Stellar trip! Congrats on the record! Awesome pics guys!


----------



## CHA CHING (May 21, 2004)

Nice pending state record. What was the weight? And the length?
Brett, what filter are you using on your camera?


----------



## Mikeyhunts (Jun 4, 2007)

As certified by weight master.

Sent from my iPhone using Tapatalk


----------



## nelson6500 (Jun 8, 2007)

From a former tile fish state record holder congratulations Mikey, That's gonna be a tough one to beat bro.


----------



## Mikeyhunts (Jun 4, 2007)

Oh, and 43"


Sent from my iPhone using Tapatalk


----------



## mattstuh (Jun 7, 2011)

great pictures.. that tile fish looks very tasty! If fancy restaurant eaters only new what it takes to catch Texas coast tile fish!


----------



## Toledo (Mar 6, 2006)

Great pics!

I dont know what that thing is but I dont know if I would have brought it over the gunnels for fear it might take over the vessel. Looks freaky as hell.


----------



## doughboy361 (Mar 5, 2010)

Is that a Talica 50 in one of the pix? If so, how it perform on daytime swords and does it have enough line capacity? Awesome trip on DD!!


----------



## DRILHER (Apr 4, 2010)

Great job! Congrats on the record.


----------



## Mikeyhunts (Jun 4, 2007)

nelson6500 said:


> From a former tile fish state record holder congratulations Mikey, That's gonna be a tough one to beat bro.

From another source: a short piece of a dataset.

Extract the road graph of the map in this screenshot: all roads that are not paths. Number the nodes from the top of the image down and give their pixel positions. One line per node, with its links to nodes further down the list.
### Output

The cool thing is we were targeting lots of different species of bottom fish for some requested pictures from some magazines.
For example, I had never caught any barrel fish or yellow edge and we caught a ton of big ones and took pictures. 
We were also trying to target bigger ones instead of smaller pesky ones using some cool new tactics!

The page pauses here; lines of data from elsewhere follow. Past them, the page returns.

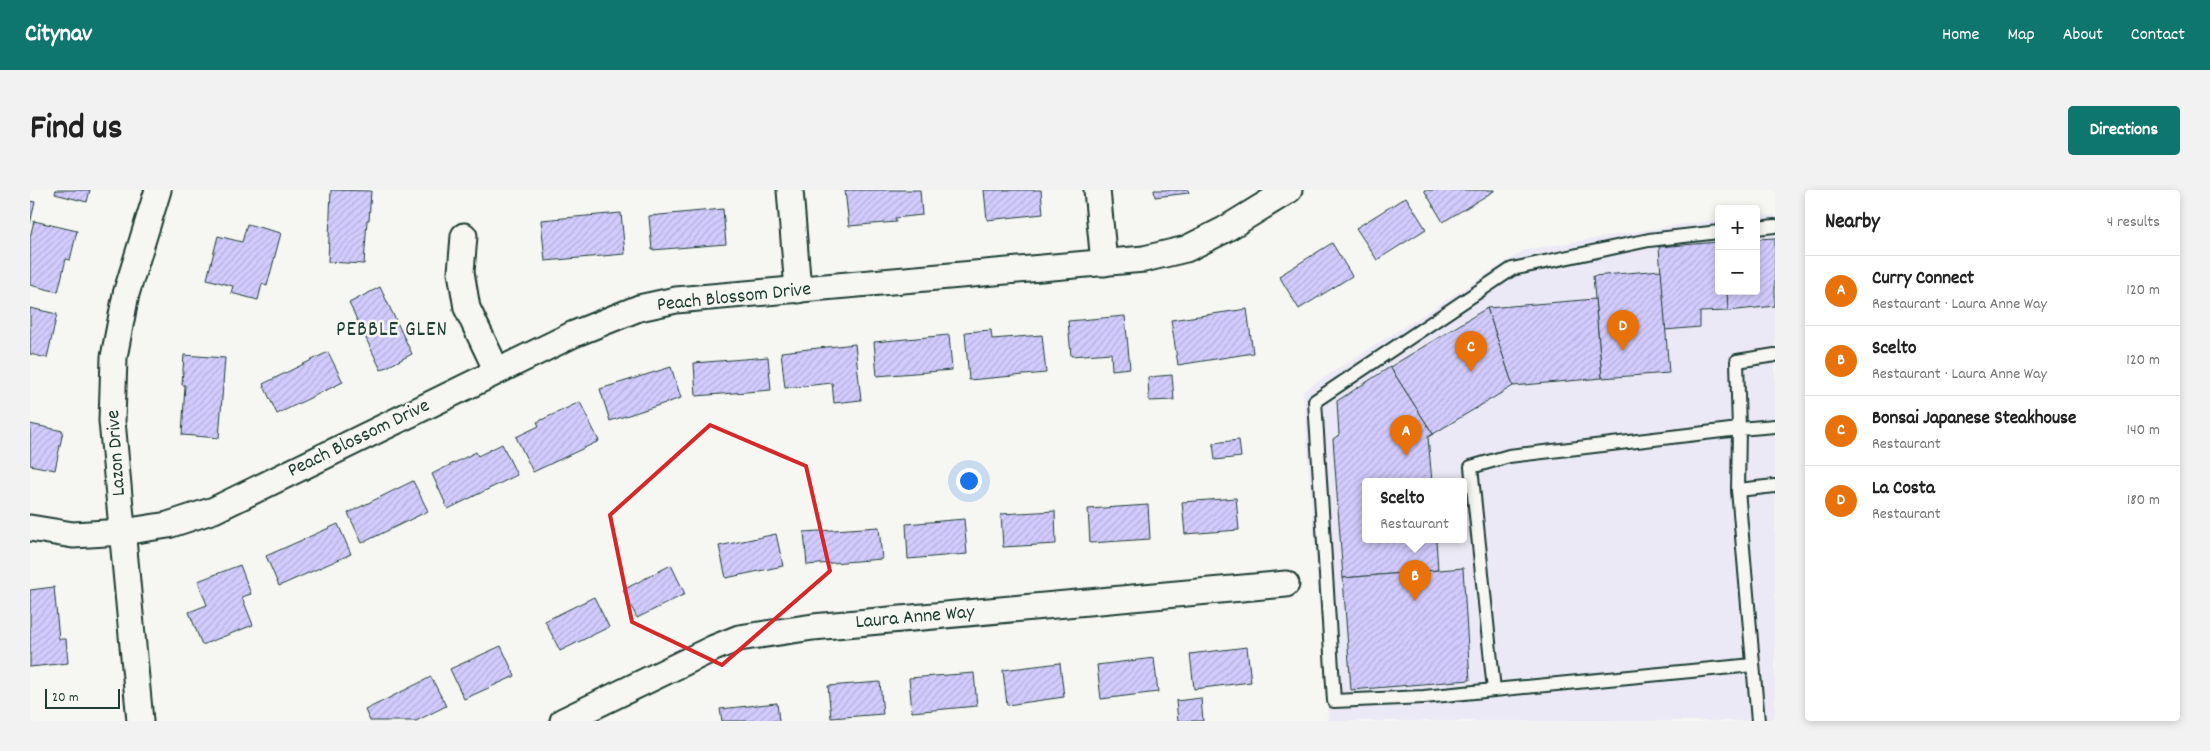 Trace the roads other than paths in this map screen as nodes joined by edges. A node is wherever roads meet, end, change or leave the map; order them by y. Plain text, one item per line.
1 (158, 190) edge
2 (790, 190) edge
3 (1097, 190) edge
4 (1289, 190) edge
5 (1775, 226) edge
6 (1760, 228) edge
7 (1715, 232) edge
8 (464, 236) dead end
9 (1104, 263) junction
10 (798, 290) junction
11 (1775, 355) edge
12 (497, 371) junction
13 (1775, 426) edge
14 (1739, 429) junction
15 (1775, 486) edge
16 (1738, 490) junction
17 (30, 528) edge
18 (123, 532) junction
19 (1286, 584) dead end
20 (1753, 665) junction
21 (1494, 690) junction
22 (140, 721) edge
23 (563, 721) edge
24 (1758, 721) edge

1 - 18 street, Lazon Drive
2 - 10 street
3 - 9 street
4 - 9 street, Peach Blossom Drive
5 - 6 lane
7 - 21 lane
8 - 12 street
9 - 10 street, Peach Blossom Drive
10 - 12 street, Peach Blossom Drive
11 - 14 lane
12 - 18 street, Peach Blossom Drive
13 - 14 lane
14 - 16 lane
14 - 21 lane
15 - 16 lane
16 - 20 lane
17 - 18 street, Peach Blossom Drive
18 - 22 street, Lazon Drive
19 - 23 street, Laura Anne Way
20 - 21 lane
20 - 24 lane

No kidding, We pull up to a cool spot on the sounder and Brett asked me if I wanted to catch a state record tile, and of course I say heck ya!!!!
Two drops later the 33.08# comes on board.

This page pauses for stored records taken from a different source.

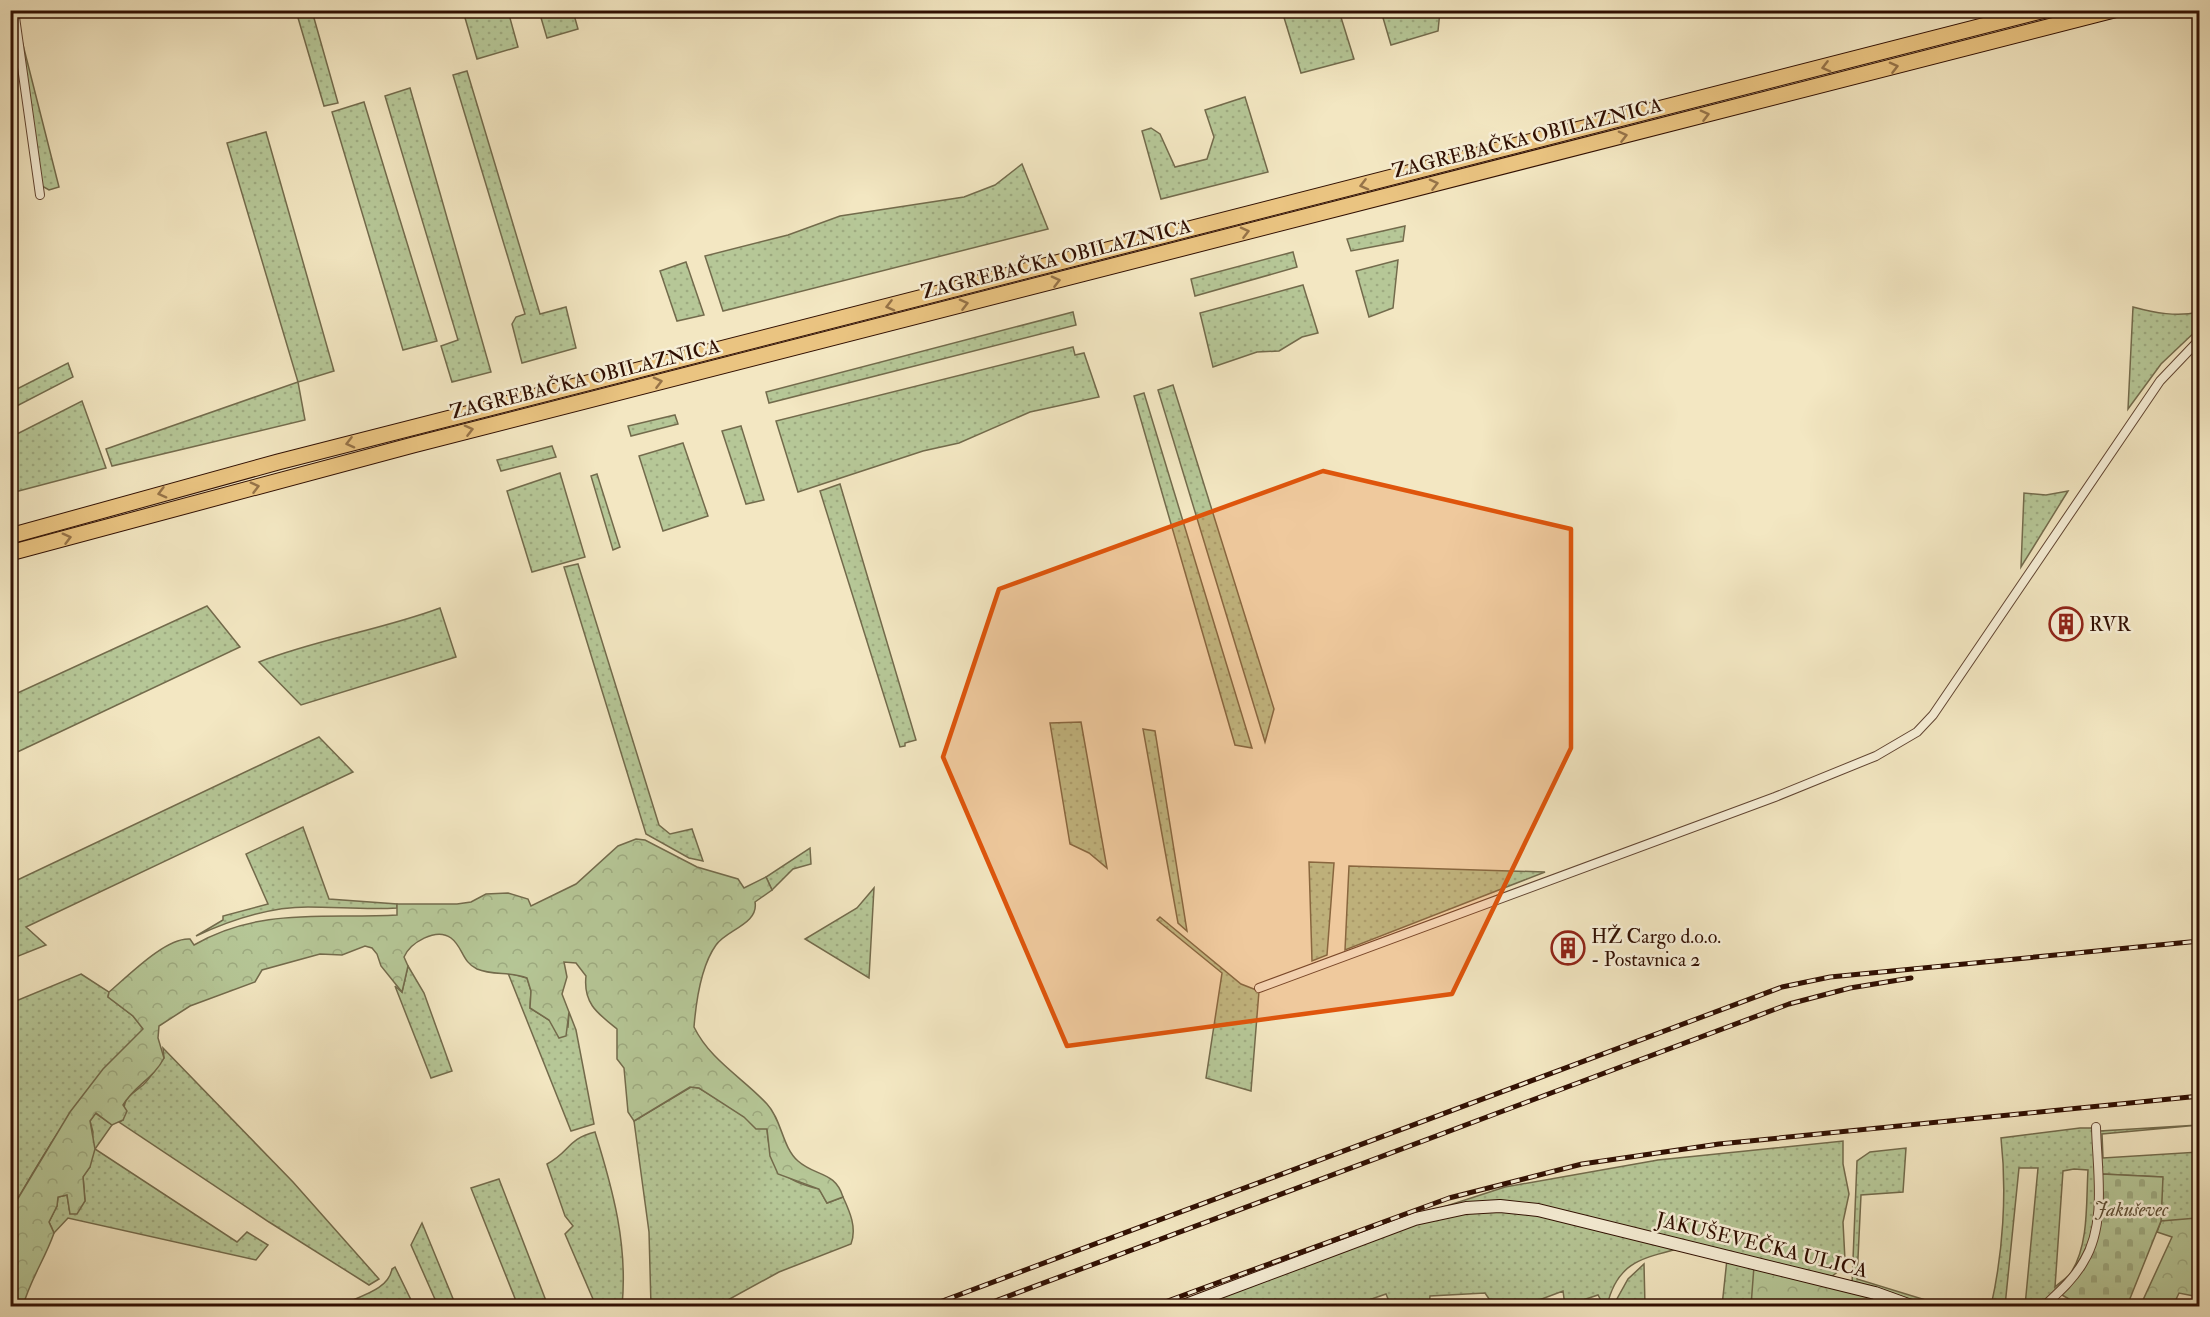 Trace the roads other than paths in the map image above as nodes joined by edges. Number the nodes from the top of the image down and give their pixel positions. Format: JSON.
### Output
{"nodes":[{"id":1,"x":14,"y":10,"type":"edge"},
{"id":2,"x":2046,"y":10,"type":"edge"},
{"id":3,"x":2114,"y":10,"type":"edge"},
{"id":4,"x":40,"y":195,"type":"dead end"},
{"id":5,"x":2199,"y":339,"type":"edge"},
{"id":6,"x":10,"y":536,"type":"edge"},
{"id":7,"x":10,"y":553,"type":"edge"},
{"id":8,"x":1259,"y":988,"type":"dead end"},
{"id":9,"x":2096,"y":1127,"type":"dead end"},
{"id":10,"x":1184,"y":1306,"type":"edge"},
{"id":11,"x":1911,"y":1306,"type":"edge"},
{"id":12,"x":2044,"y":1306,"type":"edge"}],
"edges":[{"from":1,"to":4,"type":"street"},
{"from":2,"to":6,"type":"highway","name":"ZAGREBAČKA OBILAZNICA","one_way":true},
{"from":7,"to":3,"type":"highway","name":"ZAGREBAČKA OBILAZNICA","one_way":true},
{"from":5,"to":8,"type":"street"},
{"from":9,"to":12,"type":"street"},
{"from":10,"to":11,"type":"main road","name":"JAKUŠEVEČKA ULICA"}]}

He has caught MANY bigger that that, they just have gotten eaten! He says the record should be more than 45#, and my record won't stand long with this new rigging! 
But I'm happy and grateful, something neat while it lasts. 
Catching it was the easy part! Finding it, and rigging for it is the complex part in my eyes!
Thanks for the compliments guys! Very nice of you!

Sent from my iPhone using Tapatalk


----------



## C. Moore (Nov 15, 2004)

Awesome pics as usual. Y'all got it down. I saw the empty slip this weekend and figured y'all were hauling em in. That's a big ole Tile.


----------



## Gearman (Nov 13, 2012)

Ya ya ya state records, swordfish and flat calm seas but the real question is could you find the endangered red snapper  great work Brett and crew , love the pictures!!!!


----------



## Ruthless53 (Jul 6, 2007)

Mikeyhunts said:


> Man I had a great time!! I'm forever grateful to be able to hang out with you guys again!
> On the bank, or on the water, you guys are all class act! Catching a huge fish is just a bonus! The "Silver Arrow" crew were awesome to meet at the dock! That boat is beyond sick inside and out!!
> 
> Sent from my iPhone using Tapatalk


Congrats on the record and another great trip by the Booby trap crew!!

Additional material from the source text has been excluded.